La prueba pericial propuesta en el caso, -que no concretaba nominatim por quién habría de ser llevada a cabo, ni otros extremos exigidos por el art. 656 de la LECr. como si el propuesto habría de ser citado judicialmente o la parte se encargaba de hacerle concurrir (STS 1561/97, de 16 de diciembre)-, fue rechazada por la Sala de instancia en el correspondiente auto y también en el trámite de cuestiones previas en el comienzo de la Vista, y con el Tribunal hay que coincidir porque, tras la intervención en la Vista de los testigos miembros de las Fuerzas de Seguridad del Estado, sometiéndose al interrogatorio y contrainterrogatorio de todas las partes, no se ha justificado, conforme a lo arriba expresado, de qué modo la prueba rechazada -referida exclusivamente a los procedimientos técnicos utilizados- hubiera podido alterar el resultado final apreciado por la Sala.

Por ello este aspecto del motivo tampoco puede ser estimado.

El segundo extremo atañe a la negativa del Tribunal a la suspensión del Juicio Oral para la práctica de una información suplementaria al amparo del art. 746.6 LECr., o, subsidiariamente prueba testifical, conforme al art. 729.2 de la LECr. que se dice dirigidas a la averiguación de la existencia de un agente provocador en la comisión de uno de los tres delitos enjuiciados.

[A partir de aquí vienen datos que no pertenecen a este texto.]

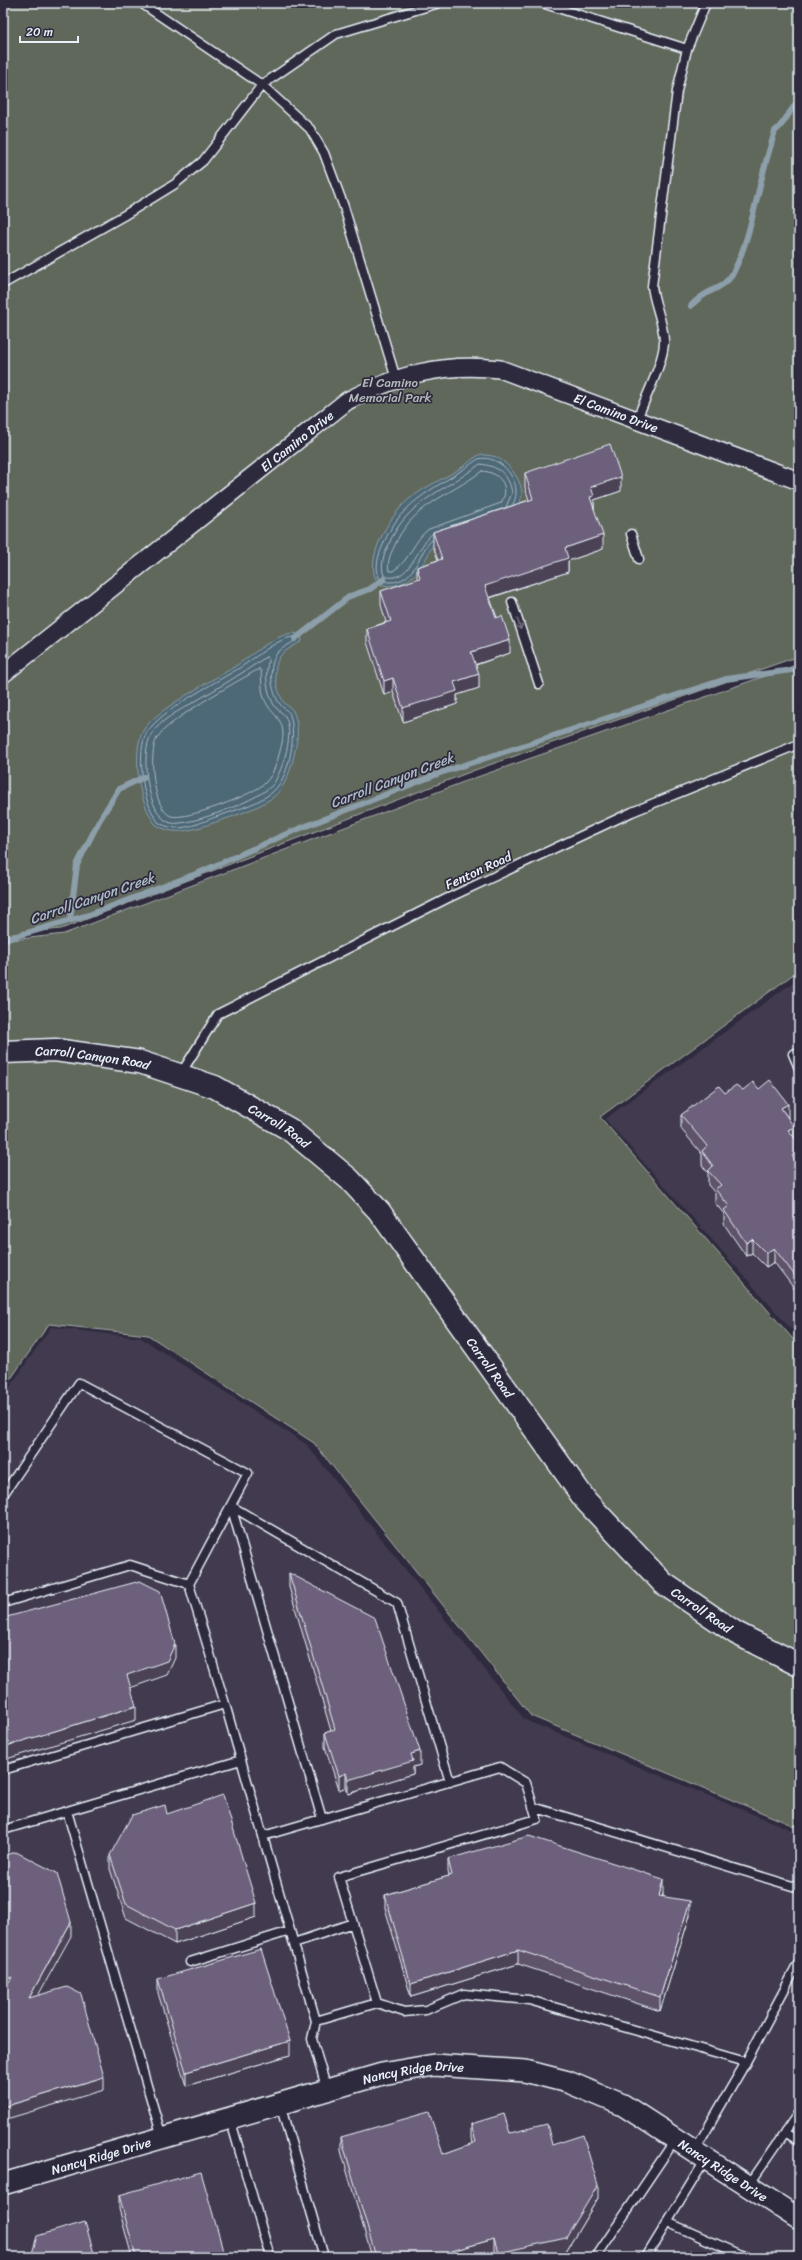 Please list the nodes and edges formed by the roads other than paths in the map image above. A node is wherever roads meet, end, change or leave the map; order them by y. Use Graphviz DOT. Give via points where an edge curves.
graph roads {
  1 [pos="141,3"];
  2 [pos="439,3"];
  3 [pos="542,3"];
  4 [pos="706,3"];
  5 [pos="687,49"];
  6 [pos="262,85"];
  7 [pos="3,284"];
  8 [pos="396,379"];
  9 [pos="636,421"];
  10 [pos="799,481"];
  11 [pos="631,534"];
  12 [pos="639,559"];
  13 [pos="512,602"];
  14 [pos="3,674"];
  15 [pos="539,684"];
  16 [pos="799,744"];
  17 [pos="3,1052"];
  18 [pos="799,1052"];
  19 [pos="799,1068"];
  20 [pos="179,1076"];
  21 [pos="3,1495"];
  22 [pos="231,1506"];
  23 [pos="189,1584"];
  24 [pos="3,1602"];
  25 [pos="799,1665"];
  26 [pos="225,1704"];
  27 [pos="241,1760"];
  28 [pos="3,1770"];
  29 [pos="450,1782"];
  30 [pos="533,1807"];
  31 [pos="67,1811"];
  32 [pos="322,1819"];
  33 [pos="3,1830"];
  34 [pos="263,1836"];
  35 [pos="799,1888"];
  36 [pos="353,1923"];
  37 [pos="290,1931"];
  38 [pos="294,1943"];
  39 [pos="190,1962"];
  40 [pos="799,1962"];
  41 [pos="377,2003"];
  42 [pos="316,2021"];
  43 [pos="746,2062"];
  44 [pos="327,2090"];
  45 [pos="280,2104"];
  46 [pos="799,2112"];
  47 [pos="230,2118"];
  48 [pos="785,2132"];
  49 [pos="162,2137"];
  50 [pos="675,2139"];
  51 [pos="799,2141"];
  52 [pos="700,2154"];
  53 [pos="3,2184"];
  54 [pos="749,2185"];
  55 [pos="799,2219"];
  56 [pos="667,2222"];
  57 [pos="270,2257"];
  58 [pos="324,2257"];
  59 [pos="596,2257"];
  60 [pos="646,2257"];
  61 [pos="746,2257"];
  1 -- 6 [label="lane"];
  2 -- 6 [label="lane" via="336,34"];
  3 -- 5 [label="lane"];
  4 -- 5 [label="lane"];
  5 -- 9 [label="lane" via="677,92 652,286 664,340 662,354"];
  6 -- 7 [label="lane" via="203,161 175,184"];
  6 -- 8 [label="lane" via="310,129 324,153 344,207"];
  8 -- 9 [label="street, El Camino Drive" via="455,366 500,369"];
  8 -- 14 [label="street, El Camino Drive" via="347,401"];
  9 -- 10 [label="street, El Camino Drive"];
  11 -- 12 [label="lane"];
  13 -- 15 [label="lane, one-way"];
  16 -- 20 [label="lane, Fenton Road" via="632,812 446,899 218,1014"];
  17 -- 20 [label="main road, Carroll Canyon Road" via="55,1050 140,1062"];
  18 -- 19 [label="lane" via="793,1054"];
  20 -- 25 [label="main road, Carroll Road" via="214,1087 272,1118 349,1179 379,1211 586,1501 663,1583 736,1633"];
  21 -- 22 [label="lane" via="79,1383 248,1473"];
  22 -- 23 [label="lane"];
  22 -- 29 [label="lane" via="397,1603"];
  22 -- 32 [label="lane"];
  23 -- 24 [label="lane" via="130,1565"];
  23 -- 26 [label="lane"];
  26 -- 27 [label="lane"];
  26 -- 28 [label="lane"];
  27 -- 31 [label="lane"];
  27 -- 34 [label="lane"];
  29 -- 30 [label="lane" via="500,1767 526,1783"];
  29 -- 32 [label="lane"];
  30 -- 35 [label="lane"];
  30 -- 36 [label="lane" via="537,1819 339,1877"];
  31 -- 33 [label="lane"];
  31 -- 49 [label="lane"];
  32 -- 34 [label="lane"];
  34 -- 37 [label="lane"];
  36 -- 38 [label="lane"];
  36 -- 41 [label="lane"];
  37 -- 38 [label="lane"];
  37 -- 39 [label="lane"];
  38 -- 42 [label="lane"];
  40 -- 43 [label="lane"];
  41 -- 42 [label="lane"];
  41 -- 43 [label="lane" via="404,2012 426,2010 464,1994 529,2000"];
  42 -- 44 [label="lane" via="312,2038"];
  43 -- 52 [label="lane"];
  44 -- 45 [label="street, Nancy Ridge Drive"];
  44 -- 50 [label="street, Nancy Ridge Drive" via="382,2074 434,2064 525,2071 568,2082 622,2105"];
  45 -- 47 [label="street, Nancy Ridge Drive"];
  45 -- 58 [label="lane"];
  46 -- 48 [label="lane"];
  47 -- 49 [label="street, Nancy Ridge Drive"];
  47 -- 57 [label="lane"];
  48 -- 51 [label="lane"];
  48 -- 54 [label="lane"];
  49 -- 53 [label="street, Nancy Ridge Drive"];
  50 -- 52 [label="street, Nancy Ridge Drive"];
  50 -- 59 [label="lane"];
  52 -- 54 [label="street, Nancy Ridge Drive"];
  52 -- 56 [label="lane"];
  54 -- 55 [label="street, Nancy Ridge Drive"];
  56 -- 60 [label="lane"];
  56 -- 61 [label="lane"];
}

Sin embargo, ninguna de las dos pretensiones tiene sustento legal. La información suplementaria, porque no fue apreciada por el Tribunal, a la vista de las pruebas admitidas y practicadas en el Plenario, la necesidad de una medida tan radical productora de una crisis en el proceso, de resultados tan poco favorables para su progresión, en una causa con inculpados privados de libertad, no dándose en el Juicio Oral las revelaciones o retractaciones inesperadas capaces de producir la alteración en el juicio, que exige el art. 746.6 de la LECr. Y la prueba testifical, porque tampoco procedía al amparo del citado art. 729.2, no existiendo para el Tribunal la necesidad de comprobar cualquiera de los hechos que hubieren sido objeto de los escritos de calificación, como el texto exige, respecto de una prueba no propuesta por ninguna de las partes.

CUARTO.- Es formulado este motivo al amparo del art 5.4 de la LOPJ, por infracción del art. 18.3 CE, que garantiza el derecho al secreto de las comunicaciones, y art. 579.2 y 24 CE, en relación con las intervenciones telefónicas.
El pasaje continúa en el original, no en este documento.